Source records
▼

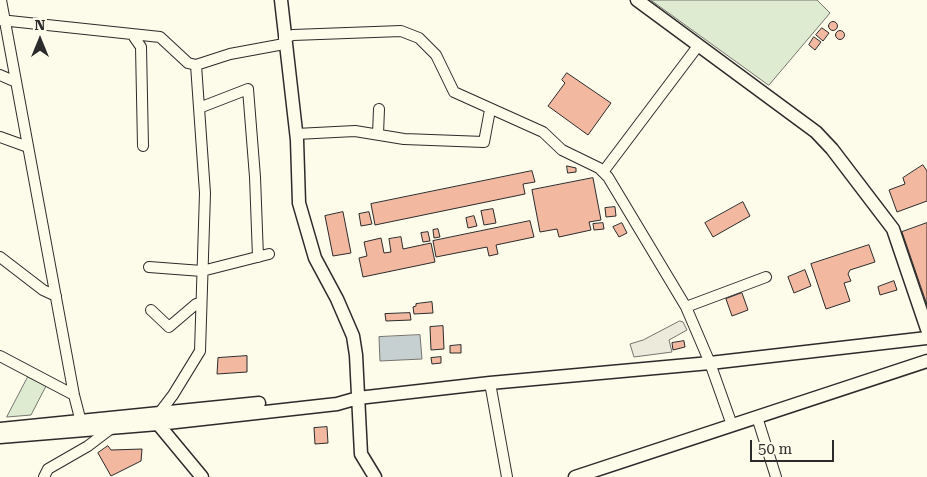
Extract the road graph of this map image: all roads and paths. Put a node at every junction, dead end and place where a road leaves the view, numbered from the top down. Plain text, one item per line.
1 (1, 0) edge
2 (281, 0) edge
3 (636, 0) edge
4 (3, 20) edge
5 (132, 34) junction
6 (284, 41) junction
7 (698, 46) junction
8 (196, 65) junction
9 (0, 75) edge
10 (16, 82) junction
11 (200, 108) junction
12 (379, 109) dead end
13 (490, 110) junction
14 (296, 134) junction
15 (378, 134) junction
16 (0, 137) edge
17 (28, 146) junction
18 (143, 146) dead end
19 (603, 172) junction
20 (269, 254) dead end
21 (0, 257) edge
22 (258, 257) junction
23 (149, 267) dead end
24 (202, 270) junction
25 (766, 277) dead end
26 (56, 296) junction
27 (200, 303) junction
28 (686, 307) junction
29 (150, 310) dead end
30 (927, 328) edge
31 (927, 338) edge
32 (0, 356) edge
33 (927, 360) edge
34 (710, 363) junction
35 (490, 383) junction
36 (74, 395) junction
37 (358, 398) junction
38 (756, 417) junction
39 (159, 418) junction
40 (82, 425) junction
41 (732, 425) junction
42 (113, 427) junction
43 (0, 429) edge
44 (0, 437) edge
45 (44, 477) edge
46 (202, 477) edge
47 (375, 477) edge
48 (507, 477) edge
49 (575, 477) edge
50 (776, 477) edge

1 - 4 street
2 - 6 street
3 - 7 street
4 - 5 street
4 - 10 street
5 - 8 street
5 - 18 street
6 - 8 street
6 - 13 street
6 - 14 street
7 - 19 street
7 - 30 street
8 - 11 street
9 - 10 street
10 - 17 street
11 - 22 street
11 - 24 street
12 - 15 street
13 - 15 street
13 - 19 street
14 - 15 street
14 - 37 street
16 - 17 street
17 - 26 street
19 - 28 street
20 - 22 street
21 - 26 street
22 - 24 street
23 - 24 street
24 - 27 street
25 - 28 street
26 - 36 street
27 - 29 street
27 - 39 street
28 - 34 street
31 - 34 street
32 - 36 street
33 - 38 street
34 - 35 street
34 - 41 street
35 - 37 street
35 - 48 street
36 - 40 street
37 - 39 street
37 - 47 street
38 - 41 street
38 - 50 street
39 - 40 street
39 - 42 street
39 - 46 street
40 - 42 street
40 - 43 street
40 - 44 street
41 - 49 street
42 - 45 street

▲

**Instructions to follow**
Each record above is to be restated exactly, with its pictures removed from the copy.

**Exercise solution**
Extract the road graph of this map image: all roads and paths. Put a node at every junction, dead end and place where a road leaves the view, numbered from the top down. Plain text, one item per line.
1 (1, 0) edge
2 (281, 0) edge
3 (636, 0) edge
4 (3, 20) edge
5 (132, 34) junction
6 (284, 41) junction
7 (698, 46) junction
8 (196, 65) junction
9 (0, 75) edge
10 (16, 82) junction
11 (200, 108) junction
12 (379, 109) dead end
13 (490, 110) junction
14 (296, 134) junction
15 (378, 134) junction
16 (0, 137) edge
17 (28, 146) junction
18 (143, 146) dead end
19 (603, 172) junction
20 (269, 254) dead end
21 (0, 257) edge
22 (258, 257) junction
23 (149, 267) dead end
24 (202, 270) junction
25 (766, 277) dead end
26 (56, 296) junction
27 (200, 303) junction
28 (686, 307) junction
29 (150, 310) dead end
30 (927, 328) edge
31 (927, 338) edge
32 (0, 356) edge
33 (927, 360) edge
34 (710, 363) junction
35 (490, 383) junction
36 (74, 395) junction
37 (358, 398) junction
38 (756, 417) junction
39 (159, 418) junction
40 (82, 425) junction
41 (732, 425) junction
42 (113, 427) junction
43 (0, 429) edge
44 (0, 437) edge
45 (44, 477) edge
46 (202, 477) edge
47 (375, 477) edge
48 (507, 477) edge
49 (575, 477) edge
50 (776, 477) edge

1 - 4 street
2 - 6 street
3 - 7 street
4 - 5 street
4 - 10 street
5 - 8 street
5 - 18 street
6 - 8 street
6 - 13 street
6 - 14 street
7 - 19 street
7 - 30 street
8 - 11 street
9 - 10 street
10 - 17 street
11 - 22 street
11 - 24 street
12 - 15 street
13 - 15 street
13 - 19 street
14 - 15 street
14 - 37 street
16 - 17 street
17 - 26 street
19 - 28 street
20 - 22 street
21 - 26 street
22 - 24 street
23 - 24 street
24 - 27 street
25 - 28 street
26 - 36 street
27 - 29 street
27 - 39 street
28 - 34 street
31 - 34 street
32 - 36 street
33 - 38 street
34 - 35 street
34 - 41 street
35 - 37 street
35 - 48 street
36 - 40 street
37 - 39 street
37 - 47 street
38 - 41 street
38 - 50 street
39 - 40 street
39 - 42 street
39 - 46 street
40 - 42 street
40 - 43 street
40 - 44 street
41 - 49 street
42 - 45 street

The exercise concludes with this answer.